For example, the node 111 is configured with storage medium characteristic of a plurality of types of storage media. The user requirement indicates an access speed range or a specific access speed, and the node 111 determines, from the global memory pool, a storage medium that meets the user requirement. For example, the user requirement indicates an access speed of a memory. The node 111 selects, from the global memory pool, a storage medium that meets the access speed of the memory, for example, at least one of a DRAM or an SCM. Example 1: The node 111 determines, based on the user requirement and the storage medium characteristic, to write the processed data into a storage space that is of the computing node in the global memory pool and that is indicated by the first address. The storage space that is of the computing node and that is indicated by the first address meets the access speed indicated by the user requirement. Therefore, the processed data is stored in a local memory on a computing side in the global memory pool, to perform local memory access. This effectively shortens data processing duration and improves a data transmission speed.

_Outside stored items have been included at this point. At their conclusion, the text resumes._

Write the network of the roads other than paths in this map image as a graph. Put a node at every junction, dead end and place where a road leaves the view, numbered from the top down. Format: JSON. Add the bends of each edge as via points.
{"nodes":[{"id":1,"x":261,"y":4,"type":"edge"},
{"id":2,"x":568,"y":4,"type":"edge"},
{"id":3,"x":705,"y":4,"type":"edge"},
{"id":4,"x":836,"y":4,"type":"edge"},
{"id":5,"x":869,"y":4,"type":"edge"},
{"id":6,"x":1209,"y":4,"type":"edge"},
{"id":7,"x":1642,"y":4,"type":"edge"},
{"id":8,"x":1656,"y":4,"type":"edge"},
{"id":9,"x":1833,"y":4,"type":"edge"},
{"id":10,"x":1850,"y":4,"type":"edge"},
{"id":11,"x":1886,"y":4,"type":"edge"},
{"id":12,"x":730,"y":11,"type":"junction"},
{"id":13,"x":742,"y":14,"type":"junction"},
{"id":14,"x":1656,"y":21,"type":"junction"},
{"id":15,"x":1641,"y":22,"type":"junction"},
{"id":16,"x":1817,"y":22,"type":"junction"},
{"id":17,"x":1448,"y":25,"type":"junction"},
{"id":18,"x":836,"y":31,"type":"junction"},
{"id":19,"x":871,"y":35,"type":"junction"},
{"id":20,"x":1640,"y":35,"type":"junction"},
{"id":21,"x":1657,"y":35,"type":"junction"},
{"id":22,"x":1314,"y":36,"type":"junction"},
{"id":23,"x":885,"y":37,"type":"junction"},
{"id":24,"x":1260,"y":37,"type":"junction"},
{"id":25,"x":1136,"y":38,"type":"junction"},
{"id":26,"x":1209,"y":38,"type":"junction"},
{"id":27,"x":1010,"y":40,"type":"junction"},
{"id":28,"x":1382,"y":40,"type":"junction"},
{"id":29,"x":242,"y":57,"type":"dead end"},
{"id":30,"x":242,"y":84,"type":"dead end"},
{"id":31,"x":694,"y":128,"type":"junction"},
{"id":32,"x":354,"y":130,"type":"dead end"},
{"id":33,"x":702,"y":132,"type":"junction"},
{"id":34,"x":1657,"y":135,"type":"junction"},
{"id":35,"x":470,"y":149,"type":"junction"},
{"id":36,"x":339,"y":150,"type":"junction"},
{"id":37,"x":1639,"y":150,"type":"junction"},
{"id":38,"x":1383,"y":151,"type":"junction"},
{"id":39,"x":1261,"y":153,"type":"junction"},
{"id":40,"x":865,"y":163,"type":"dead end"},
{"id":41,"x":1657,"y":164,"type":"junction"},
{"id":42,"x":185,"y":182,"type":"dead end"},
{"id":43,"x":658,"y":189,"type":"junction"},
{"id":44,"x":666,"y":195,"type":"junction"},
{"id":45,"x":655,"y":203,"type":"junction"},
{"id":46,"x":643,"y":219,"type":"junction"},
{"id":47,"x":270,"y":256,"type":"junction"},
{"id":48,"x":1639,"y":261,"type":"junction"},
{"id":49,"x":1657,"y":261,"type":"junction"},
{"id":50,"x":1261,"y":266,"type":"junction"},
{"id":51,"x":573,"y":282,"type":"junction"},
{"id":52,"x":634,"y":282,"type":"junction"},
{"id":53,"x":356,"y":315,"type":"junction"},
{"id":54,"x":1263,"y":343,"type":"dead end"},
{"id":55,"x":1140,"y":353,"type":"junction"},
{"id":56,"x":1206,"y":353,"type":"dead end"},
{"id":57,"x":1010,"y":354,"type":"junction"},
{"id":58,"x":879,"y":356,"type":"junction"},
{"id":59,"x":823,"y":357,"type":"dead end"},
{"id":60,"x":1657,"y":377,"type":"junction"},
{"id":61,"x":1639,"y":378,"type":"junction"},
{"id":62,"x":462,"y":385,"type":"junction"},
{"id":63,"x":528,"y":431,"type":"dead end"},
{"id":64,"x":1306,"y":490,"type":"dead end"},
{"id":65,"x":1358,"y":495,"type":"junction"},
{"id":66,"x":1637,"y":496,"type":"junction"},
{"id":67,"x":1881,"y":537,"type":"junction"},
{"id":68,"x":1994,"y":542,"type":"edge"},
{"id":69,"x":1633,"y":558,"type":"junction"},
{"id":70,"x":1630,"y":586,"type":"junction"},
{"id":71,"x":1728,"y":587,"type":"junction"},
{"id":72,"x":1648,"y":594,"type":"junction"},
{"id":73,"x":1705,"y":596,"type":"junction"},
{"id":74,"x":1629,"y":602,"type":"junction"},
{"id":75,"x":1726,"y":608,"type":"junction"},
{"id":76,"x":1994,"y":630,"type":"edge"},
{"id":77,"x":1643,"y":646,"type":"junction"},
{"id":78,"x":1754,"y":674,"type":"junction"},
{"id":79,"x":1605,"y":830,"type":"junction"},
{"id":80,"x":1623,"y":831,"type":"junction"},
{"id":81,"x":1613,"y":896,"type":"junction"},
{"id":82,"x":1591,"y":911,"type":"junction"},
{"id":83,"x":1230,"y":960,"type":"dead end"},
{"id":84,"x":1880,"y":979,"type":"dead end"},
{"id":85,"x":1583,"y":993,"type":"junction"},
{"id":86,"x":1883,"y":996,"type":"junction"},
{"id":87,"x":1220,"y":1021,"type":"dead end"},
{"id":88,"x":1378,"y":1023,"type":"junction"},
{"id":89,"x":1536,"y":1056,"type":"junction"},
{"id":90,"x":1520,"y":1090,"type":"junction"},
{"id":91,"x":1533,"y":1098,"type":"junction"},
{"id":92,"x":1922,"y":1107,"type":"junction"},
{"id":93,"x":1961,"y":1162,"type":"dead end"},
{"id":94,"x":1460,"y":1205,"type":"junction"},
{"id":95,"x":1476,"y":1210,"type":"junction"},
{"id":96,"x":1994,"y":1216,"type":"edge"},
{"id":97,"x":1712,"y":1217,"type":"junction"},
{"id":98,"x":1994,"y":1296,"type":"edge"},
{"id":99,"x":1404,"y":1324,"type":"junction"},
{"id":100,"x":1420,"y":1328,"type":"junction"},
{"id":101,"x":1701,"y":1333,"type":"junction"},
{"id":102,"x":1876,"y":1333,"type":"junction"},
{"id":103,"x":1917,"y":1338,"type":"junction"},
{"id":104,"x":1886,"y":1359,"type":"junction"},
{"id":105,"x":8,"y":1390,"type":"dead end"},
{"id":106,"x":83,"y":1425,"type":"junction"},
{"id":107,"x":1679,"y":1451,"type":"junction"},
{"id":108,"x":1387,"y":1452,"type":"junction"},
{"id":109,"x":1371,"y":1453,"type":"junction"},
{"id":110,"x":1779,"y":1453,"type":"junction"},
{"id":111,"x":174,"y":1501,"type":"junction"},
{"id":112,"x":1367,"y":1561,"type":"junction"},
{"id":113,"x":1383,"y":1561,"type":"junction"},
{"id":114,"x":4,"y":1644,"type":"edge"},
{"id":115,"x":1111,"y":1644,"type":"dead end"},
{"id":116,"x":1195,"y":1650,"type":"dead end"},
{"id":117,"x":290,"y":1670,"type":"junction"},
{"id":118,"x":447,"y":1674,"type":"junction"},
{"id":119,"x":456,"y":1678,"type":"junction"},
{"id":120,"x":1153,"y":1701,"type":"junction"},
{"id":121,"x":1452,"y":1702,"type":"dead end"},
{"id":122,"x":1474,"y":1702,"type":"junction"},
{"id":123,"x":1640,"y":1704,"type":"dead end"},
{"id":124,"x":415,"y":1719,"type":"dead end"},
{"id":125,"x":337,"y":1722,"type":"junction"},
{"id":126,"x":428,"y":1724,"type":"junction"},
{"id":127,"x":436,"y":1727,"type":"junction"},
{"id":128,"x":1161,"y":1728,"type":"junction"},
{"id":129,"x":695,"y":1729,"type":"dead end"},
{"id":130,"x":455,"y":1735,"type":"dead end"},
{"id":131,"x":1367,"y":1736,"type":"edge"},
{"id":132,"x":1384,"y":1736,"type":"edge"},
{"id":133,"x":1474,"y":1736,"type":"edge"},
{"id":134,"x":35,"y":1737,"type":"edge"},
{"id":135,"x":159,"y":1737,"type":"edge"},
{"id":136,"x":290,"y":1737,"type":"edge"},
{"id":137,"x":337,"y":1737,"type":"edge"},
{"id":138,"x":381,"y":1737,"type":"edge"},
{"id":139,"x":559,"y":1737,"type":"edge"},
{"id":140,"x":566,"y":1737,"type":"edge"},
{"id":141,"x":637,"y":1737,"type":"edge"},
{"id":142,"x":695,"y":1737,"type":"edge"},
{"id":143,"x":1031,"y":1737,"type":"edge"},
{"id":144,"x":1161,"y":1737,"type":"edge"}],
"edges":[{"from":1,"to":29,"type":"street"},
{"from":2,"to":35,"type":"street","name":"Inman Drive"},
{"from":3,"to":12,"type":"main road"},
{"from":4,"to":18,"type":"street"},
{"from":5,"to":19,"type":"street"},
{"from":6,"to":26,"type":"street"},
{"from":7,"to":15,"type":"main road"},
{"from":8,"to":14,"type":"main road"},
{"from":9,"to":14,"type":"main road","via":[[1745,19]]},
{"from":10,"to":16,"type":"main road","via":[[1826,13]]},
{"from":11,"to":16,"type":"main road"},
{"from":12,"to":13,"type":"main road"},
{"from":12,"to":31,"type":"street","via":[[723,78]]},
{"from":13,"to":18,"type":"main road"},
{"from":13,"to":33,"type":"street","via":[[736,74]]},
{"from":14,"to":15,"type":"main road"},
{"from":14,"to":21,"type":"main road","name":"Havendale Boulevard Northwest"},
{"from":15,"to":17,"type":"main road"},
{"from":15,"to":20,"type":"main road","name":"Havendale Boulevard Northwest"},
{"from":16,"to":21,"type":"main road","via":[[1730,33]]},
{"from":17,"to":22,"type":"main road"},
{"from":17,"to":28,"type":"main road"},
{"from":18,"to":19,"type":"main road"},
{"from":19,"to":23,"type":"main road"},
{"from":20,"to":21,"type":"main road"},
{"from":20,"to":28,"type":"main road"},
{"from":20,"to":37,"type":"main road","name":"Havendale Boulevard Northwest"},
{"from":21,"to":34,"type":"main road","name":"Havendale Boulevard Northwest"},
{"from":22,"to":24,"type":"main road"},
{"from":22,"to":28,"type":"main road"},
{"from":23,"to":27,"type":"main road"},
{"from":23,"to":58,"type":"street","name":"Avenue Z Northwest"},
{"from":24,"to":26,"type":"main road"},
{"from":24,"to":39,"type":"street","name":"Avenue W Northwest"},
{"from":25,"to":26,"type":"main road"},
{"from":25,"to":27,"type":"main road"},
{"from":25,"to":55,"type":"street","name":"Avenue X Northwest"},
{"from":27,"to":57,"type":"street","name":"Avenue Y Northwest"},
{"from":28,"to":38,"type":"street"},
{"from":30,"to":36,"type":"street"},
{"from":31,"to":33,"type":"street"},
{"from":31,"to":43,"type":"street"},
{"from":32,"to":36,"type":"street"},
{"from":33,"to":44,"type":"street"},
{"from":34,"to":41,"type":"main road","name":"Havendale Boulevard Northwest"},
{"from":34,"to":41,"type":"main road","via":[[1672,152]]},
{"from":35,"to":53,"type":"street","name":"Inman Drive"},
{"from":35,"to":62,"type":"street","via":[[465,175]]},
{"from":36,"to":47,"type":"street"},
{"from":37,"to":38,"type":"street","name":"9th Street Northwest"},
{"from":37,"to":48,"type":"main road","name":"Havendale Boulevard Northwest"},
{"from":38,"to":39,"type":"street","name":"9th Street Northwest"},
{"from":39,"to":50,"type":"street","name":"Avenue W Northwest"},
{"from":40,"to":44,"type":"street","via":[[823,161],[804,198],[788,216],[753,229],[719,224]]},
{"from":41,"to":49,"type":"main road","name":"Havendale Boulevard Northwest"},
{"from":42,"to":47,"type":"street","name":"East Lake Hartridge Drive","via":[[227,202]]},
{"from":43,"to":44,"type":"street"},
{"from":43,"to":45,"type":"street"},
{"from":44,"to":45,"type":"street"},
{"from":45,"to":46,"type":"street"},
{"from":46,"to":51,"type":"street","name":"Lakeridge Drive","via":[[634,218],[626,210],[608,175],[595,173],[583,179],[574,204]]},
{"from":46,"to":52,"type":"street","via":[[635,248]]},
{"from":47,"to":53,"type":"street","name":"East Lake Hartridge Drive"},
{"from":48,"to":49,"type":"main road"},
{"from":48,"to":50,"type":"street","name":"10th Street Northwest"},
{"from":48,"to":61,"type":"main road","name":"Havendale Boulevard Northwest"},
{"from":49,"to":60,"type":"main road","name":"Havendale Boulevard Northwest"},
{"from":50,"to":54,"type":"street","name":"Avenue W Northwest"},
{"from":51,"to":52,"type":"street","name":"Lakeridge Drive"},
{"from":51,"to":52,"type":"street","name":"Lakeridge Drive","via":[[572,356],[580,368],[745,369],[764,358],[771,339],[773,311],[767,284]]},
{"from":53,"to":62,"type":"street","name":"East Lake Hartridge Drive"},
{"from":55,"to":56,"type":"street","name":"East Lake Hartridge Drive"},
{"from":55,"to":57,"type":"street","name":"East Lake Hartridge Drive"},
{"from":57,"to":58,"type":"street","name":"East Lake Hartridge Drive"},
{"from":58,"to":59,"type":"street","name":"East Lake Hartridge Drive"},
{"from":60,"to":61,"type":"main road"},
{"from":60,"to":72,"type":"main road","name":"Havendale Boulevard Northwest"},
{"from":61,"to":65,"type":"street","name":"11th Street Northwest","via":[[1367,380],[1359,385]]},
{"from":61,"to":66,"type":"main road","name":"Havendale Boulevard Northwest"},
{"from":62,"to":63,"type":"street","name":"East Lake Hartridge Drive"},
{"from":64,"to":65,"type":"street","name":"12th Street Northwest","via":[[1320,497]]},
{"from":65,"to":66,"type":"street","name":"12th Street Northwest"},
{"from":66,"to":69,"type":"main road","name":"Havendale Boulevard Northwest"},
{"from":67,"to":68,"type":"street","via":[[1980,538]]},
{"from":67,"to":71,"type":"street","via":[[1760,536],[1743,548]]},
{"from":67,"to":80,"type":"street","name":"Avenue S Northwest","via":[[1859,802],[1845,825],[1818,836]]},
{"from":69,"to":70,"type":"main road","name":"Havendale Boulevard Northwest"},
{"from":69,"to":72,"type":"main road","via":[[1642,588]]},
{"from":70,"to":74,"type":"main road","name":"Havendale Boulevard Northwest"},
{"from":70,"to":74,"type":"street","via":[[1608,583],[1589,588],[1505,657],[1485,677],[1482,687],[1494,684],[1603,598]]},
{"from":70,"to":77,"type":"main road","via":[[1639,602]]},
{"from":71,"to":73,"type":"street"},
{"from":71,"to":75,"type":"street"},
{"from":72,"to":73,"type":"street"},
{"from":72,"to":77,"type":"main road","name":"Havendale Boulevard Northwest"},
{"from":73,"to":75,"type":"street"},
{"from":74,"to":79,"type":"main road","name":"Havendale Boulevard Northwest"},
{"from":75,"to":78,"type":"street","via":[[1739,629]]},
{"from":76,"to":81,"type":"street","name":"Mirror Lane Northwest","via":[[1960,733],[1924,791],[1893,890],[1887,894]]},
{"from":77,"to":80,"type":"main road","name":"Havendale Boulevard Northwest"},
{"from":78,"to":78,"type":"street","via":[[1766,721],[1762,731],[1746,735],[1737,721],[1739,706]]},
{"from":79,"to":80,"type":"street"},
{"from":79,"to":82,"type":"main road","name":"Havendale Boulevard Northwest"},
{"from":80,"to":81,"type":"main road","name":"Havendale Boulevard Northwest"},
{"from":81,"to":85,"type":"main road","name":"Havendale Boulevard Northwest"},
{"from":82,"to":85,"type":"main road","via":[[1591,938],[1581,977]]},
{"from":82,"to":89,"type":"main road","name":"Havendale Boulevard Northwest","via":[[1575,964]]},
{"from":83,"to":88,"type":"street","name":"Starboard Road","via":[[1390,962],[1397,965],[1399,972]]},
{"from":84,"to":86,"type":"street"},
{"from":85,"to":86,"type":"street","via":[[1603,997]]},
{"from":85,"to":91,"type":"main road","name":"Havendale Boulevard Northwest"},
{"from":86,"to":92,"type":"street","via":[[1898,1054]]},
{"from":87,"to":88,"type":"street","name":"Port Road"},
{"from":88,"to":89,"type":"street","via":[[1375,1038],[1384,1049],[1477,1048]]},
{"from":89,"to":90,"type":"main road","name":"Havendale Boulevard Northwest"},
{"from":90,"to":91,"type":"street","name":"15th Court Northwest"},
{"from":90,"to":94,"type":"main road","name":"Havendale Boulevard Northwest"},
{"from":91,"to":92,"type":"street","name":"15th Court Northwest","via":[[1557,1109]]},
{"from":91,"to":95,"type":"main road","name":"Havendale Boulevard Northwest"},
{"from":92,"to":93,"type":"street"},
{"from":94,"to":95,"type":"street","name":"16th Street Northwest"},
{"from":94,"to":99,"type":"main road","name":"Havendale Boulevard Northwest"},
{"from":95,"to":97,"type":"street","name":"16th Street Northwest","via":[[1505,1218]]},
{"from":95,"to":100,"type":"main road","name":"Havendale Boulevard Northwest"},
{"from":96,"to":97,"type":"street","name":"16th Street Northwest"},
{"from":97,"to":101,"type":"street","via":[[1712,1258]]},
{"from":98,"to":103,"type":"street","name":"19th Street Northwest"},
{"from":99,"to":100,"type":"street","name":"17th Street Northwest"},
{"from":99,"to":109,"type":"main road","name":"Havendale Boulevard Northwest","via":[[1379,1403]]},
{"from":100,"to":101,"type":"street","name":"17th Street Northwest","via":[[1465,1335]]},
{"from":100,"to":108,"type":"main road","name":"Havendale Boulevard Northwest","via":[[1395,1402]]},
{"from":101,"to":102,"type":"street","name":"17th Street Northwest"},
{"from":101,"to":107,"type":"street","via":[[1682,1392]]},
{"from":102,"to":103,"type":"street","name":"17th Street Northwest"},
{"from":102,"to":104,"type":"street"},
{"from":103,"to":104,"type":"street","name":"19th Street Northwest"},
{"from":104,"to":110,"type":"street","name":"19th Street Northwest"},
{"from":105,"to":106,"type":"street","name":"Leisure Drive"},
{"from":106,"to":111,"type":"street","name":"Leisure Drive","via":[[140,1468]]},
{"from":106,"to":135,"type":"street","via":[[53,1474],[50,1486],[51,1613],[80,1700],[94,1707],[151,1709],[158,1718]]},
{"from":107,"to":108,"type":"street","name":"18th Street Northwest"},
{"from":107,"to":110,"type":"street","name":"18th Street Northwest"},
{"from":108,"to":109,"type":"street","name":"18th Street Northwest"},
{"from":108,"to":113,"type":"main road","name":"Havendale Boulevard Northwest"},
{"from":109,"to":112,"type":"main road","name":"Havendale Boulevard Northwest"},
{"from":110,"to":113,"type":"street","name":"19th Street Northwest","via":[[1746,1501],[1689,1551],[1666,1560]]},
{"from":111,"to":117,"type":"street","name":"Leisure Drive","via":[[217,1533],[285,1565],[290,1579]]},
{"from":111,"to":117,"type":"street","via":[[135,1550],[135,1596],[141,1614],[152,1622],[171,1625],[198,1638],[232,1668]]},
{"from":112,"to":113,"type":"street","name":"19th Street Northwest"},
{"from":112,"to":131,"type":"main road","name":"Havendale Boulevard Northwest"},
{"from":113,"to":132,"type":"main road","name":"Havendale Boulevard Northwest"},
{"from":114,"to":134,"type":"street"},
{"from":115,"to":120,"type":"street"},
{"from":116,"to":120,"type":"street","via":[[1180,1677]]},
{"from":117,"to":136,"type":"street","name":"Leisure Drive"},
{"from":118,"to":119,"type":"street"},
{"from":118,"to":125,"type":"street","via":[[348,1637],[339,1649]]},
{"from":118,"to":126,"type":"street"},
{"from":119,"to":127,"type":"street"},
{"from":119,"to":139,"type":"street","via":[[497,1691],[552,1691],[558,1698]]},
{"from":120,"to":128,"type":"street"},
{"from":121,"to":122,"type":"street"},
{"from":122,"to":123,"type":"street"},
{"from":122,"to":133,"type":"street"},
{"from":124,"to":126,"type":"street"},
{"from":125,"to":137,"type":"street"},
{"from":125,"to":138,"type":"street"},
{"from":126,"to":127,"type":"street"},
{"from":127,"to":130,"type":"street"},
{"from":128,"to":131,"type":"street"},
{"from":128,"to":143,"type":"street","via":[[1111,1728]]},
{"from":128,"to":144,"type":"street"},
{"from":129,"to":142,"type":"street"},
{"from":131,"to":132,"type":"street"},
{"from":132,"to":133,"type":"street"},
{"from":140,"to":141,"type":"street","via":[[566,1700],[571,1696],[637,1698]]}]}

For another example, the node 111 is configured with an association relationship between a storage medium and a customer level. The user requirement indicates a first customer level. The node 111 determines, from the association relationship based on the first customer level, a storage medium associated with the first customer level, and determines that the storage medium associated with the first customer level is used for storing the processed data. Example 2: The node 111 determines, based on the user requirement and the storage medium characteristic, to write the processed data into a storage space that is of the storage node in the global memory pool and that is indicated by the first address. The storage space that is of the computing node and that is indicated by the first address meets the first customer level indicated by the user requirement.
In this way, when selecting, from the global memory pool, a storage medium for storing the processed data, the node 111 dynamically selects, based on the user requirement of the user for a storage medium characteristic such as an access speed or reliability, a storage medium that meets the user requirement, to ensure a scenario requirement of data processing performance and reliability.
In some other embodiments, the node 111 is configured with priorities that are of a plurality of types of storage media and that are determined based on the storage medium characteristic, and determines, based on priorities that are of the plurality of types of storage media and that are indicated by the storage strategy, the storage medium used for storing the processed data. The priorities of the plurality of types of storage media may be determined based on access speeds of the storage media. For example, an access speed of a memory is higher than an access speed of a hard disk, and the access speed of the hard disk is higher than an access speed of an extended storage medium. The priorities of the plurality of types of storage media may be determined based on priorities of deployment modes. For example, a priority of a local storage medium is higher than the priority of the extended storage medium. The priorities of the plurality of types of storage media may be comprehensively determined based on a plurality of types of storage medium characteristics. The priorities of the plurality of types of storage media are determined based on the priorities of the deployment modes (for example, the local storage medium and the extended storage medium). Priorities of storage media in a same deployment mode may be determined based on access speeds of the storage media.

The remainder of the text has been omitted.